Case ID: f-appx_481/html/0016-01.html
Source: Caselaw Access Project
Author: {"author": "", "license": "Public Domain", "url": "https://static.case.law/"}
Date Created: 2024-08-24T03:29:51.129683

UNITED STATES, Appellee, v. Joseph BRIDESON, a/k/a “Big Joey”, Defendant-Appellant, Giovanni Riggi, Girolamo Palermo, Charles Majuri, Stefano Vitabile, a/k/a Steve Vitabile, Philip Abramo, Francesco Polizzi, Anthony Mannarino, Louis Consalvo, Gregory Rago, Frank D’Amato, Bernard Nicastro, Frank Scarabino, a/k/a Franky the Beast, Giuseppe Schifilliti, Charles Stango, Joseph Collina, Sr., Simone Palermo, Salvatore Timpani, Americo Massa, Martin Lewis, Rubin Malave, Michael Silvestri, Defendants.
    Nos. 11-1508-cr (Lead), 11-2138-cr (Con).
    United States Court of Appeals, Second Circuit.
    Aug. 27, 2012.
    Tina Schneider, Portland, ME, for Defendant-Appellant.
    Daniel B. Tehrani, Assistant United States Attorney (Katherine Polk Failla, Assistant United States Attorney, on the brief) for Preet Bharara, United States Attorney for the Southern District of New York, New York, NY, for Appellee.
    PRESENT: JON O. NEWMAN, JOSÉ A. CABRANES, CHESTER J. STRAUB, Circuit Judges.
   SUMMARY ORDER

Defendant-appellant Joseph Brideson appeals from two orders of the District Court, which declined to resentence Bride-son pursuant to the procedure set forth in United States v. Crosby, 397 F.3d 103 (2d Cir.2005), and denied his motion for reconsideration. We assume the parties’ familiarity with the underlying facts and procedural history of the case, as well as the issues presented for review.

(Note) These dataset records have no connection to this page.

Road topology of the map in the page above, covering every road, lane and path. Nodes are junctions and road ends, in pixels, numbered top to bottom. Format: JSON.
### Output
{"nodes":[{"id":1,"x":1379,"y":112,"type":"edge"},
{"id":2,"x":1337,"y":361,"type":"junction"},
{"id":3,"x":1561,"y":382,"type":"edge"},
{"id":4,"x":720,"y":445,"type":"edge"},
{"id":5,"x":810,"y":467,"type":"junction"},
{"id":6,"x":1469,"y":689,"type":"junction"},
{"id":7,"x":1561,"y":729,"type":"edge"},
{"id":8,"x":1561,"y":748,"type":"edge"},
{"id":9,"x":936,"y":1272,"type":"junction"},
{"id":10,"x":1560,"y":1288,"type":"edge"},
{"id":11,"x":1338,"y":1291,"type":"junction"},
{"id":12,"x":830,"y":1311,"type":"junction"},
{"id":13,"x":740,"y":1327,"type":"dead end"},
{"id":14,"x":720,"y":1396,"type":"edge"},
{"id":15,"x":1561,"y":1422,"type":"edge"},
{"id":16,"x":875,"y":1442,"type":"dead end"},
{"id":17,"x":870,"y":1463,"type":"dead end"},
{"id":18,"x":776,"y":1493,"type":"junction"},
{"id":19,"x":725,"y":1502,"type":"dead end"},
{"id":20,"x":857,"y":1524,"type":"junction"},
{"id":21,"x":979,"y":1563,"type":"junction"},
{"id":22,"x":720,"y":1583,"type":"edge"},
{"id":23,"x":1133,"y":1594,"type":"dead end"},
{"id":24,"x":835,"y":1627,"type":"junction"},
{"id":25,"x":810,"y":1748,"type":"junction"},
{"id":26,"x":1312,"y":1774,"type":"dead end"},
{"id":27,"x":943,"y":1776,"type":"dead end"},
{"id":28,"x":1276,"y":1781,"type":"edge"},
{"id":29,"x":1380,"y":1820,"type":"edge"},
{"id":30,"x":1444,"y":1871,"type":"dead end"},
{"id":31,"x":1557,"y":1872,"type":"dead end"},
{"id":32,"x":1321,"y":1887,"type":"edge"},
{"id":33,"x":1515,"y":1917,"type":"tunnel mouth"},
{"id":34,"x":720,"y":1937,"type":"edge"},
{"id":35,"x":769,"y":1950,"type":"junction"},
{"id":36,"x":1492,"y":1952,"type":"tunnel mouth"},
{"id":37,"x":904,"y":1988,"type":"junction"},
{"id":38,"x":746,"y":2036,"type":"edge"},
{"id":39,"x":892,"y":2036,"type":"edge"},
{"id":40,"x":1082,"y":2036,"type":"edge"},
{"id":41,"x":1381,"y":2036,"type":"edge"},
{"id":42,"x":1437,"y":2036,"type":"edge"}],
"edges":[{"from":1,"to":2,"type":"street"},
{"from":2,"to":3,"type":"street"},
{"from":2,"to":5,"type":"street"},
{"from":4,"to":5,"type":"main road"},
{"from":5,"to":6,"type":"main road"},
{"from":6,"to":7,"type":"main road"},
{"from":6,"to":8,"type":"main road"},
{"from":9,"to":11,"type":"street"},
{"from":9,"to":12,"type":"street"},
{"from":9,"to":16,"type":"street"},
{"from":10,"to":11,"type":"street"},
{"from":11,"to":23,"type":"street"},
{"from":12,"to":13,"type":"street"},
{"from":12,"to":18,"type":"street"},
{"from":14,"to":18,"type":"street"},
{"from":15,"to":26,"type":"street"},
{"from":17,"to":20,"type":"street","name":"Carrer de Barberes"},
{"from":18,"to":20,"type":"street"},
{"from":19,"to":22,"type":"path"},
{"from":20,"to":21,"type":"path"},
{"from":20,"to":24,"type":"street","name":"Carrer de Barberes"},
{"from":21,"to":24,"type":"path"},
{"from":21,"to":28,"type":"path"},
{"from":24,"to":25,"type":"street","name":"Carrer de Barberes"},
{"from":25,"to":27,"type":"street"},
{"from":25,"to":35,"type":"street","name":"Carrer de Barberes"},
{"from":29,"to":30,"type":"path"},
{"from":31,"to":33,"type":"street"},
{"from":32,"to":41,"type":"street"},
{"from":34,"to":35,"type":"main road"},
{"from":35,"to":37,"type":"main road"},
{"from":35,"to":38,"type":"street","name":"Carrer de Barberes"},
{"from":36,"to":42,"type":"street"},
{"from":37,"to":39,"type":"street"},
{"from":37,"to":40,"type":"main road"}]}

We review a district court’s sentencing decision for procedural and substantive reasonableness under a deferential abuse-of-discretion standard. United States v. Gilmore, 599 F.3d 160, 165 (2d Cir.2010); see also Sims v. Blot, 534 F.3d 117, 132 (2d Cir.2008) (“A district court has abused its discretion if it based its ruling on an erroneous view of the law or on a clearly erroneous assessment of the evidence, or rendered a decision that cannot be located within the range of permissible decisions.” (internal citations, quotation marks, and brackets omitted)). This standard applies equally to a district court’s decision not to resentence a defendant pursuant to Booker and Crosby. United States v. Williams, 475 F.3d 468, 474 (2d Cir.2007). Here, the District Court determined that resentenc-ing was not required because Brideson was sentenced on one count of conviction to a mandatory minimum life sentence, running concurrently with lesser non-mandatory sentences on other counts. This determination was correct, and therefore clearly not an abuse of discretion. As we observed in United States v. Sharpley, 399 F.3d 123 (2d Cir.2005), where a Guidelines sentence is set in accordance with a statutory mandatory minimum, “any reduction in the calculated Guidelines range” based on Booker’s holding that the Guidelines are merely advisory “could not reduce [the defendant’s] actual sentence.” Id. at 127. In cases like this one, any error in the district court’s pre-Booker sentence “is a prototypical example of harmless error.” Id.

Brideson argues that he should be re-sentenced because a fact necessary to support his current sentence — namely, that the victim’s death was caused by gunshot wounds — was found by the district judge and not by the jury. As the District Court correctly observed, however, this is not a proper argument for resentencing under Booker and Crosby, but rather, “a disguised appeal of [Brideson’s] 2002 conviction.” In fact, Brideson raised this precise argument in his direct appeal of his conviction, and we rejected it. See United States v. Riggi, 117 Fed.Appx. 142, 144 (2d Cir.2004) (“[A]s to Brideson’s ‘intervening cause’ argument, there was no error, much less plain error, in the district court’s instruction to the jury that there was no dispute as to Conigliaro’s cause of death.”). As we have previously held, “the law of the case doctrine ordinarily will bar a defendant from renewing challenges to rulings made by the sentencing court that were adjudicated by this Court — or that could have been adjudicated by us had the defendant made them — during the initial appeal that led to the Crosby remand.” Williams, 475 F.3d at 475.

CONCLUSION

We have considered all of Brideson’s arguments on appeal and find them to be without merit. Accordingly, for the reasons stated above, we AFFIRM the orders of the District Court. 
      
      . Then-Chief Judge Michael B. Mukasey presided over Brideson's trial and sentencing. Judge Rakoff inherited the case upon our Crosby remand.
     
      
      . Brideson’s argument that we misunderstood his argument on direct appeal is both incorrect aiid beside the point.